Segment Start: Material supplied
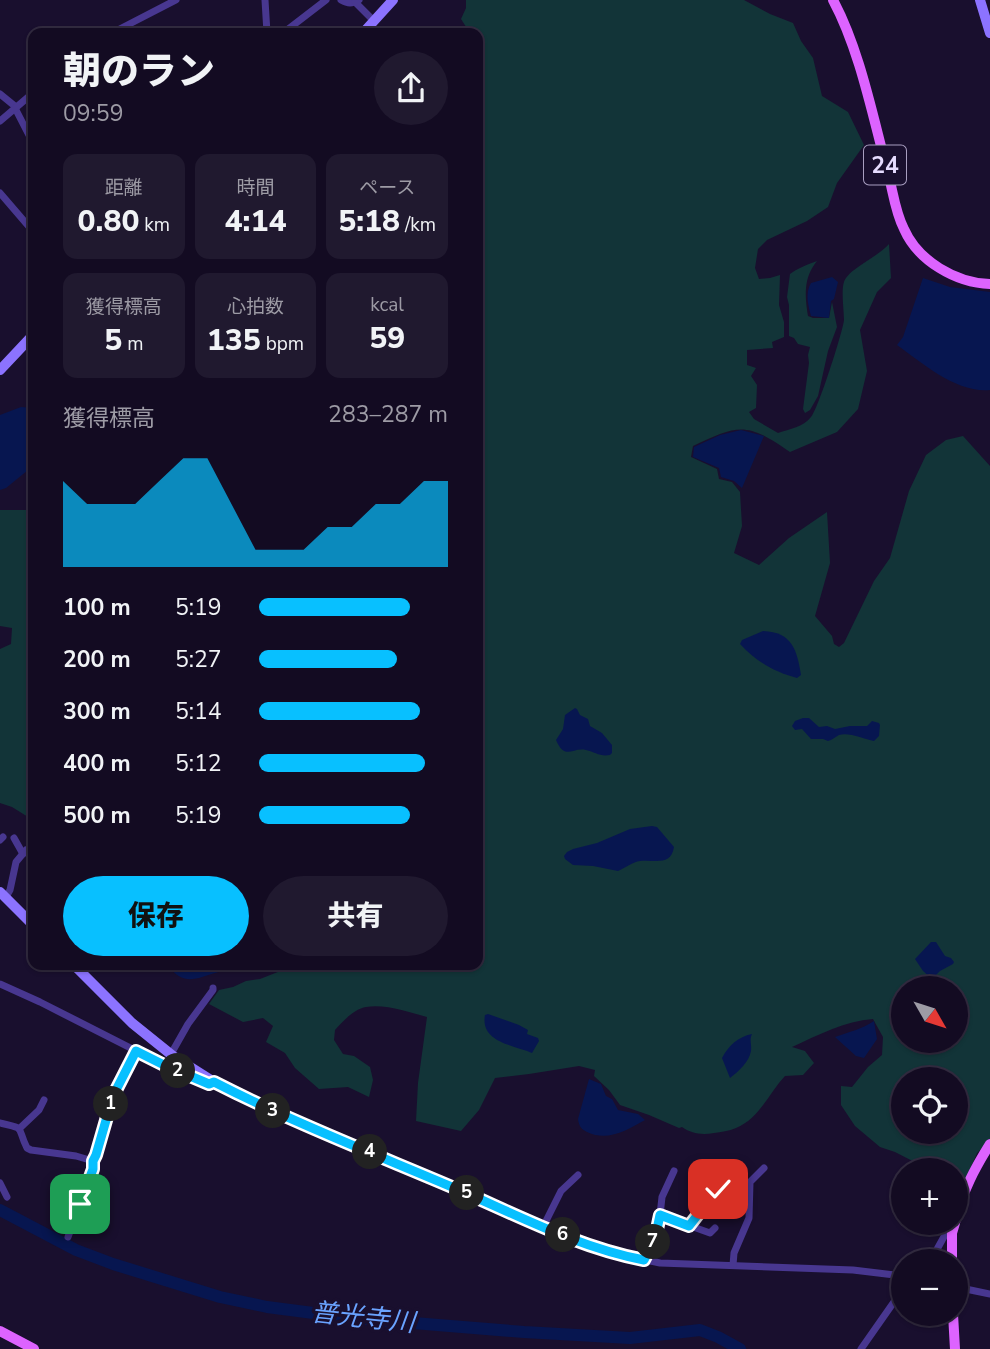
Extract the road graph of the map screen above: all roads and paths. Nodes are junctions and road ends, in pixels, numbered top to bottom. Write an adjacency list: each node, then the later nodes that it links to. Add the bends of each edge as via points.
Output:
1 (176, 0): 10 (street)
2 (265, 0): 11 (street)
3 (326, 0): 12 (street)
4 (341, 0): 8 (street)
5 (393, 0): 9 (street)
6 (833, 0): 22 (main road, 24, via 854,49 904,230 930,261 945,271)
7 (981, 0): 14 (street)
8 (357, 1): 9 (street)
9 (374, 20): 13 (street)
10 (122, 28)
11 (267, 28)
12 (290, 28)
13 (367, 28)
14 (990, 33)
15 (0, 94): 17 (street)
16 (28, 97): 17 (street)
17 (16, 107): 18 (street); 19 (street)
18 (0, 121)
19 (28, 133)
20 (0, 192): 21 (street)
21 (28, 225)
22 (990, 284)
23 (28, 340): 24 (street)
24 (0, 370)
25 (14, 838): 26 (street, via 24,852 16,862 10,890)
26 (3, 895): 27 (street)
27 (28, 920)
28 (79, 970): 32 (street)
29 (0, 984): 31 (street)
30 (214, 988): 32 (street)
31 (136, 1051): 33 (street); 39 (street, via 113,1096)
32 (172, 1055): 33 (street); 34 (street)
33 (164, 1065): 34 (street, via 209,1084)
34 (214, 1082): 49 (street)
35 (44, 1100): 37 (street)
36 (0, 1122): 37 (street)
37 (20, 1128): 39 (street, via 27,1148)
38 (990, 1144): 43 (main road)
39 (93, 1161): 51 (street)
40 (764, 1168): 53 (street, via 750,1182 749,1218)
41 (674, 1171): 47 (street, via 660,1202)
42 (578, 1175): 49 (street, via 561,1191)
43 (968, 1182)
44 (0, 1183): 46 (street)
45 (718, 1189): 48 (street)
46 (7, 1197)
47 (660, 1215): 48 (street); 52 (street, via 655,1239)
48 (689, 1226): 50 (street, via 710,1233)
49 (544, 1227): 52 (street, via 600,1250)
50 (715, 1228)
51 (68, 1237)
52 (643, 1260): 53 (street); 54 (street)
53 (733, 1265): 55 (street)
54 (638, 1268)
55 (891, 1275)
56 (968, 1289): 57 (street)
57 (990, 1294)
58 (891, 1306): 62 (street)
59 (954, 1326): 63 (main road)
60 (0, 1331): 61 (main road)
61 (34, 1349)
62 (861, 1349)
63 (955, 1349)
Segment End: Material supplied
#### Task
What you return should match the records above word for word, minus the pictures.

#### Exercise answer
Extract the road graph of the map screen above: all roads and paths. Nodes are junctions and road ends, in pixels, numbered top to bottom. Write an adjacency list: each node, then the later nodes that it links to. Add the bends of each edge as via points.
Output:
1 (176, 0): 10 (street)
2 (265, 0): 11 (street)
3 (326, 0): 12 (street)
4 (341, 0): 8 (street)
5 (393, 0): 9 (street)
6 (833, 0): 22 (main road, 24, via 854,49 904,230 930,261 945,271)
7 (981, 0): 14 (street)
8 (357, 1): 9 (street)
9 (374, 20): 13 (street)
10 (122, 28)
11 (267, 28)
12 (290, 28)
13 (367, 28)
14 (990, 33)
15 (0, 94): 17 (street)
16 (28, 97): 17 (street)
17 (16, 107): 18 (street); 19 (street)
18 (0, 121)
19 (28, 133)
20 (0, 192): 21 (street)
21 (28, 225)
22 (990, 284)
23 (28, 340): 24 (street)
24 (0, 370)
25 (14, 838): 26 (street, via 24,852 16,862 10,890)
26 (3, 895): 27 (street)
27 (28, 920)
28 (79, 970): 32 (street)
29 (0, 984): 31 (street)
30 (214, 988): 32 (street)
31 (136, 1051): 33 (street); 39 (street, via 113,1096)
32 (172, 1055): 33 (street); 34 (street)
33 (164, 1065): 34 (street, via 209,1084)
34 (214, 1082): 49 (street)
35 (44, 1100): 37 (street)
36 (0, 1122): 37 (street)
37 (20, 1128): 39 (street, via 27,1148)
38 (990, 1144): 43 (main road)
39 (93, 1161): 51 (street)
40 (764, 1168): 53 (street, via 750,1182 749,1218)
41 (674, 1171): 47 (street, via 660,1202)
42 (578, 1175): 49 (street, via 561,1191)
43 (968, 1182)
44 (0, 1183): 46 (street)
45 (718, 1189): 48 (street)
46 (7, 1197)
47 (660, 1215): 48 (street); 52 (street, via 655,1239)
48 (689, 1226): 50 (street, via 710,1233)
49 (544, 1227): 52 (street, via 600,1250)
50 (715, 1228)
51 (68, 1237)
52 (643, 1260): 53 (street); 54 (street)
53 (733, 1265): 55 (street)
54 (638, 1268)
55 (891, 1275)
56 (968, 1289): 57 (street)
57 (990, 1294)
58 (891, 1306): 62 (street)
59 (954, 1326): 63 (main road)
60 (0, 1331): 61 (main road)
61 (34, 1349)
62 (861, 1349)
63 (955, 1349)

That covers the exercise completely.